(TASK DETAILS):
Please retype each record exactly as it stands below.

Start of GIVEN ENTRIES

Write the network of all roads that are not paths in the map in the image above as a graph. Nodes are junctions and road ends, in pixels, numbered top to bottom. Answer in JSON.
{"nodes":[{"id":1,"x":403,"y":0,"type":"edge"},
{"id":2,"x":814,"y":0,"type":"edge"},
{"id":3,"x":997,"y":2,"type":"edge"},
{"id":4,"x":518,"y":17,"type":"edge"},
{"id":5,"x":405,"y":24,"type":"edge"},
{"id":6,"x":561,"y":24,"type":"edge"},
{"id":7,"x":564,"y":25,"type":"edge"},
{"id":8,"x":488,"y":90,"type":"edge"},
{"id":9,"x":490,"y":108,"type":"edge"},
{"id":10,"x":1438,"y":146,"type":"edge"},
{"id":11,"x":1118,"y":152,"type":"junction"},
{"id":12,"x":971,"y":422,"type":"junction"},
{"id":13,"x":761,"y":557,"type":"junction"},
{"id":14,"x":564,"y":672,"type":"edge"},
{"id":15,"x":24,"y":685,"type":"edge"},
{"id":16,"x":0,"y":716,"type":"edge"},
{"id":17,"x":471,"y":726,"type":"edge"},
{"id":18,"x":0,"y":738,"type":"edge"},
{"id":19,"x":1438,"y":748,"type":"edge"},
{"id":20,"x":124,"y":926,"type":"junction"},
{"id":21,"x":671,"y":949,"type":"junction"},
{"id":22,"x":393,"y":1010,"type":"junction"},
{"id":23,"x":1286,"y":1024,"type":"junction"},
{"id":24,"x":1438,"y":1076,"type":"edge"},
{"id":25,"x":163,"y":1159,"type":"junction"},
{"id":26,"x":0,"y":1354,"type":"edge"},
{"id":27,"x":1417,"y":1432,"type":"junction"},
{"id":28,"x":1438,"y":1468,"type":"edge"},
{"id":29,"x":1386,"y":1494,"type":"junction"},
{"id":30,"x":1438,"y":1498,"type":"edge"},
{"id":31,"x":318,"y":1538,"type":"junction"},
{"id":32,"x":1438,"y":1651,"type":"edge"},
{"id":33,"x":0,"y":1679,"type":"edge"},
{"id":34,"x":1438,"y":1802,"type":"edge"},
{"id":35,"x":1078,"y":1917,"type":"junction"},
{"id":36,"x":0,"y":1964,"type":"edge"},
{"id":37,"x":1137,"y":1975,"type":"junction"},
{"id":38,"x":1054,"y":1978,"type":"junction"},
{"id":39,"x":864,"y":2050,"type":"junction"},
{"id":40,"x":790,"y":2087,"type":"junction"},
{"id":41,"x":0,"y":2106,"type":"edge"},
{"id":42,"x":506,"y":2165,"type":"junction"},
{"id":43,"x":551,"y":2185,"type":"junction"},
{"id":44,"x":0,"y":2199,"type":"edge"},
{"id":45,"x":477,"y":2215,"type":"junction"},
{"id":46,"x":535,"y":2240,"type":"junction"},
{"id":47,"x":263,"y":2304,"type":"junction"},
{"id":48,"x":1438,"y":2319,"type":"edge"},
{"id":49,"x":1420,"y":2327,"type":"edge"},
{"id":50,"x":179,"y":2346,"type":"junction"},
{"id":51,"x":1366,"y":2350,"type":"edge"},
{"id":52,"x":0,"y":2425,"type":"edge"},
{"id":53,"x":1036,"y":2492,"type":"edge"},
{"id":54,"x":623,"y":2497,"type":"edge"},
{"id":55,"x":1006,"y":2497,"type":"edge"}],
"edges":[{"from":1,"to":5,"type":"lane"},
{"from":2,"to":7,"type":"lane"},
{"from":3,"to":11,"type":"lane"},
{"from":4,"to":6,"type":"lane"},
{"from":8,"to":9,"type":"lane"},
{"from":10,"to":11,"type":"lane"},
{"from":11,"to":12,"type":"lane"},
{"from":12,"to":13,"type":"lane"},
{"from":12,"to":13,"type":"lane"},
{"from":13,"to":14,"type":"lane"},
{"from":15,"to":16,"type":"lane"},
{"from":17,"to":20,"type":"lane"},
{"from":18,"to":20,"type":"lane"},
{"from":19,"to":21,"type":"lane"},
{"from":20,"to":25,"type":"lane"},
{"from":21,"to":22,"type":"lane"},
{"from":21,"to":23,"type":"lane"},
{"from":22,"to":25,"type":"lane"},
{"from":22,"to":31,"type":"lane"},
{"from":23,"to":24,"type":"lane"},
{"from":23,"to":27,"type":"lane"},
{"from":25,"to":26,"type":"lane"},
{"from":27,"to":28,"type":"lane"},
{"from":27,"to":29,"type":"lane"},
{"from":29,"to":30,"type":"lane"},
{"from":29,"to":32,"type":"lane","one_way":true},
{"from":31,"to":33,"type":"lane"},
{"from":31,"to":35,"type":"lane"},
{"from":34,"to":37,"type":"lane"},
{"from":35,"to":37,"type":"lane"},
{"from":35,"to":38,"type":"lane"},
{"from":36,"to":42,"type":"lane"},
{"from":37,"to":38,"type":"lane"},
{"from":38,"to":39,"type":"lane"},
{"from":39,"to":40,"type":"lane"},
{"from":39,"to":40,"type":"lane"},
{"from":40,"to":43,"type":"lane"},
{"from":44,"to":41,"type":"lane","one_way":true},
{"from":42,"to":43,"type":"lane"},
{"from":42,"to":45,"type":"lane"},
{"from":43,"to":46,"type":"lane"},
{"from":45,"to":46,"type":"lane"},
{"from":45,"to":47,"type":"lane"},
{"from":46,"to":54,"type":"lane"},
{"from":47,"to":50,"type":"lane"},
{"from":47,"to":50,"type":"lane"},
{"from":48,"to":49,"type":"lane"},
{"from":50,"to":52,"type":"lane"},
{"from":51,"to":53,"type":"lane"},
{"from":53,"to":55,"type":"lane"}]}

End of GIVEN ENTRIES

(RESPONSE FOR THIS EXERCISE):
Write the network of all roads that are not paths in the map in the image above as a graph. Nodes are junctions and road ends, in pixels, numbered top to bottom. Answer in JSON.
{"nodes":[{"id":1,"x":403,"y":0,"type":"edge"},
{"id":2,"x":814,"y":0,"type":"edge"},
{"id":3,"x":997,"y":2,"type":"edge"},
{"id":4,"x":518,"y":17,"type":"edge"},
{"id":5,"x":405,"y":24,"type":"edge"},
{"id":6,"x":561,"y":24,"type":"edge"},
{"id":7,"x":564,"y":25,"type":"edge"},
{"id":8,"x":488,"y":90,"type":"edge"},
{"id":9,"x":490,"y":108,"type":"edge"},
{"id":10,"x":1438,"y":146,"type":"edge"},
{"id":11,"x":1118,"y":152,"type":"junction"},
{"id":12,"x":971,"y":422,"type":"junction"},
{"id":13,"x":761,"y":557,"type":"junction"},
{"id":14,"x":564,"y":672,"type":"edge"},
{"id":15,"x":24,"y":685,"type":"edge"},
{"id":16,"x":0,"y":716,"type":"edge"},
{"id":17,"x":471,"y":726,"type":"edge"},
{"id":18,"x":0,"y":738,"type":"edge"},
{"id":19,"x":1438,"y":748,"type":"edge"},
{"id":20,"x":124,"y":926,"type":"junction"},
{"id":21,"x":671,"y":949,"type":"junction"},
{"id":22,"x":393,"y":1010,"type":"junction"},
{"id":23,"x":1286,"y":1024,"type":"junction"},
{"id":24,"x":1438,"y":1076,"type":"edge"},
{"id":25,"x":163,"y":1159,"type":"junction"},
{"id":26,"x":0,"y":1354,"type":"edge"},
{"id":27,"x":1417,"y":1432,"type":"junction"},
{"id":28,"x":1438,"y":1468,"type":"edge"},
{"id":29,"x":1386,"y":1494,"type":"junction"},
{"id":30,"x":1438,"y":1498,"type":"edge"},
{"id":31,"x":318,"y":1538,"type":"junction"},
{"id":32,"x":1438,"y":1651,"type":"edge"},
{"id":33,"x":0,"y":1679,"type":"edge"},
{"id":34,"x":1438,"y":1802,"type":"edge"},
{"id":35,"x":1078,"y":1917,"type":"junction"},
{"id":36,"x":0,"y":1964,"type":"edge"},
{"id":37,"x":1137,"y":1975,"type":"junction"},
{"id":38,"x":1054,"y":1978,"type":"junction"},
{"id":39,"x":864,"y":2050,"type":"junction"},
{"id":40,"x":790,"y":2087,"type":"junction"},
{"id":41,"x":0,"y":2106,"type":"edge"},
{"id":42,"x":506,"y":2165,"type":"junction"},
{"id":43,"x":551,"y":2185,"type":"junction"},
{"id":44,"x":0,"y":2199,"type":"edge"},
{"id":45,"x":477,"y":2215,"type":"junction"},
{"id":46,"x":535,"y":2240,"type":"junction"},
{"id":47,"x":263,"y":2304,"type":"junction"},
{"id":48,"x":1438,"y":2319,"type":"edge"},
{"id":49,"x":1420,"y":2327,"type":"edge"},
{"id":50,"x":179,"y":2346,"type":"junction"},
{"id":51,"x":1366,"y":2350,"type":"edge"},
{"id":52,"x":0,"y":2425,"type":"edge"},
{"id":53,"x":1036,"y":2492,"type":"edge"},
{"id":54,"x":623,"y":2497,"type":"edge"},
{"id":55,"x":1006,"y":2497,"type":"edge"}],
"edges":[{"from":1,"to":5,"type":"lane"},
{"from":2,"to":7,"type":"lane"},
{"from":3,"to":11,"type":"lane"},
{"from":4,"to":6,"type":"lane"},
{"from":8,"to":9,"type":"lane"},
{"from":10,"to":11,"type":"lane"},
{"from":11,"to":12,"type":"lane"},
{"from":12,"to":13,"type":"lane"},
{"from":12,"to":13,"type":"lane"},
{"from":13,"to":14,"type":"lane"},
{"from":15,"to":16,"type":"lane"},
{"from":17,"to":20,"type":"lane"},
{"from":18,"to":20,"type":"lane"},
{"from":19,"to":21,"type":"lane"},
{"from":20,"to":25,"type":"lane"},
{"from":21,"to":22,"type":"lane"},
{"from":21,"to":23,"type":"lane"},
{"from":22,"to":25,"type":"lane"},
{"from":22,"to":31,"type":"lane"},
{"from":23,"to":24,"type":"lane"},
{"from":23,"to":27,"type":"lane"},
{"from":25,"to":26,"type":"lane"},
{"from":27,"to":28,"type":"lane"},
{"from":27,"to":29,"type":"lane"},
{"from":29,"to":30,"type":"lane"},
{"from":29,"to":32,"type":"lane","one_way":true},
{"from":31,"to":33,"type":"lane"},
{"from":31,"to":35,"type":"lane"},
{"from":34,"to":37,"type":"lane"},
{"from":35,"to":37,"type":"lane"},
{"from":35,"to":38,"type":"lane"},
{"from":36,"to":42,"type":"lane"},
{"from":37,"to":38,"type":"lane"},
{"from":38,"to":39,"type":"lane"},
{"from":39,"to":40,"type":"lane"},
{"from":39,"to":40,"type":"lane"},
{"from":40,"to":43,"type":"lane"},
{"from":44,"to":41,"type":"lane","one_way":true},
{"from":42,"to":43,"type":"lane"},
{"from":42,"to":45,"type":"lane"},
{"from":43,"to":46,"type":"lane"},
{"from":45,"to":46,"type":"lane"},
{"from":45,"to":47,"type":"lane"},
{"from":46,"to":54,"type":"lane"},
{"from":47,"to":50,"type":"lane"},
{"from":47,"to":50,"type":"lane"},
{"from":48,"to":49,"type":"lane"},
{"from":50,"to":52,"type":"lane"},
{"from":51,"to":53,"type":"lane"},
{"from":53,"to":55,"type":"lane"}]}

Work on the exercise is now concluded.